- [Provided entries]:
▼

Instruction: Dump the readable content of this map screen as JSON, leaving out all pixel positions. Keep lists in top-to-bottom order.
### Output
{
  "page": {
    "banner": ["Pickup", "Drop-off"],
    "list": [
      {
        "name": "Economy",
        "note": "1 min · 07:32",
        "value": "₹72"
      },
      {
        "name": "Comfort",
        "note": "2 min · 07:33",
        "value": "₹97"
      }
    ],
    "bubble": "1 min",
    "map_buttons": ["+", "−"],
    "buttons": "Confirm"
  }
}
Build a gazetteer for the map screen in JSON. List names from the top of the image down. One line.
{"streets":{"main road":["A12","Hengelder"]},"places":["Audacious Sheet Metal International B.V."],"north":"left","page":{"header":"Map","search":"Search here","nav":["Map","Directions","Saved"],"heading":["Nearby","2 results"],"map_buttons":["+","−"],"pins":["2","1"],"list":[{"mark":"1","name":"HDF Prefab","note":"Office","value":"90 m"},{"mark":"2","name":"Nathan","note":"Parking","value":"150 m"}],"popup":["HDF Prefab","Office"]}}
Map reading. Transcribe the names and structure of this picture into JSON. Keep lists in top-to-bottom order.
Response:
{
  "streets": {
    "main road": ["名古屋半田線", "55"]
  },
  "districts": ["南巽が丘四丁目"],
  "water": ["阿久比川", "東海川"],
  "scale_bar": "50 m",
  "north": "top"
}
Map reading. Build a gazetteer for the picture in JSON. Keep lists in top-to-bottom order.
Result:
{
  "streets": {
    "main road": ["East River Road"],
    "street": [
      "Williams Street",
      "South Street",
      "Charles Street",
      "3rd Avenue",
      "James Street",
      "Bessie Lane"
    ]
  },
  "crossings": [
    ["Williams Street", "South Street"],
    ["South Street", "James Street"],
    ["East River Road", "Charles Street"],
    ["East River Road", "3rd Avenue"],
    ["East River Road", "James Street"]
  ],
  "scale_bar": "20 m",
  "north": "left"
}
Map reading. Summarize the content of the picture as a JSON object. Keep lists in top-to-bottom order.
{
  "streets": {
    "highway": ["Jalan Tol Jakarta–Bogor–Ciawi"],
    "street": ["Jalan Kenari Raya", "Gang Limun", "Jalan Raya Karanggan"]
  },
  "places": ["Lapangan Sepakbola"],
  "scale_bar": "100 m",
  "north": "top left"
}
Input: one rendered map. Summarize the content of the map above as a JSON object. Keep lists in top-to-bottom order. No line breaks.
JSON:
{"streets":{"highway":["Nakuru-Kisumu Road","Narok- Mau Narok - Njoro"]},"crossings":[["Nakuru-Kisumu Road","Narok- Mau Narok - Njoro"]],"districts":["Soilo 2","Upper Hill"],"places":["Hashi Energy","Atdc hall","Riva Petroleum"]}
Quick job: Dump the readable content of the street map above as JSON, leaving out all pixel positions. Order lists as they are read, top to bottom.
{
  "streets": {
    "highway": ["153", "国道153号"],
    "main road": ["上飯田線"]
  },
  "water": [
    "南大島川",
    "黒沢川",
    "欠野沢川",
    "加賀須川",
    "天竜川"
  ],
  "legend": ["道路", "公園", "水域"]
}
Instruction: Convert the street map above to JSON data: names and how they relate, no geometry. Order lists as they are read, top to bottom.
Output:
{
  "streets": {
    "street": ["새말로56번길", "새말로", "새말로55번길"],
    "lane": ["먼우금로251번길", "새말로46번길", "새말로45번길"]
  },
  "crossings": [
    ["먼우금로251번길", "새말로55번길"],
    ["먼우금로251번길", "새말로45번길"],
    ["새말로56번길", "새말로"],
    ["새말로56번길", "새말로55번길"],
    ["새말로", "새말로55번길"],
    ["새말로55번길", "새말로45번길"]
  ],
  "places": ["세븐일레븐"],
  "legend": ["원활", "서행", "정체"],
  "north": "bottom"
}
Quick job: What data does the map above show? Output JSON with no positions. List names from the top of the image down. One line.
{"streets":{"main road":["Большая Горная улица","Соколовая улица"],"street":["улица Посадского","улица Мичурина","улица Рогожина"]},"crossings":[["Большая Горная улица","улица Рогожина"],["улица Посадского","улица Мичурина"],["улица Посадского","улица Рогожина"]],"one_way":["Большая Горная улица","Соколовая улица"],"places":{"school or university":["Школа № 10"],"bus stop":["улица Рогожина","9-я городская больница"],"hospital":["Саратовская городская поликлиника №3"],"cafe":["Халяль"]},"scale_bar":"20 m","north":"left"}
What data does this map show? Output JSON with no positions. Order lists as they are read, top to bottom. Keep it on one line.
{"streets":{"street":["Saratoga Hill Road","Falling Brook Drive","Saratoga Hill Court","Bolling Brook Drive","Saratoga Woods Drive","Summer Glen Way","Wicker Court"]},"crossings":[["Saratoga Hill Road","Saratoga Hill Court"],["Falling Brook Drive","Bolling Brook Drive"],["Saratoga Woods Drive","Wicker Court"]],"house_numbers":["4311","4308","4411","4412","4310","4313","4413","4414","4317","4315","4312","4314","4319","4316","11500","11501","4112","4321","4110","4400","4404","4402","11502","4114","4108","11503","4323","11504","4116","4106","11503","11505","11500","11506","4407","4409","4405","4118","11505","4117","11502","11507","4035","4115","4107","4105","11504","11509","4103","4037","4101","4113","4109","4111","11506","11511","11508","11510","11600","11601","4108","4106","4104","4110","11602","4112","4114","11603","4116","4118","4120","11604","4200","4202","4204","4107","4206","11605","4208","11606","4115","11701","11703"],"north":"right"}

▲

- [Task brief]: For the string "Instruction", work out how many lines of the entries contain it and reply with that number alone.

- [Exercise answer]: 2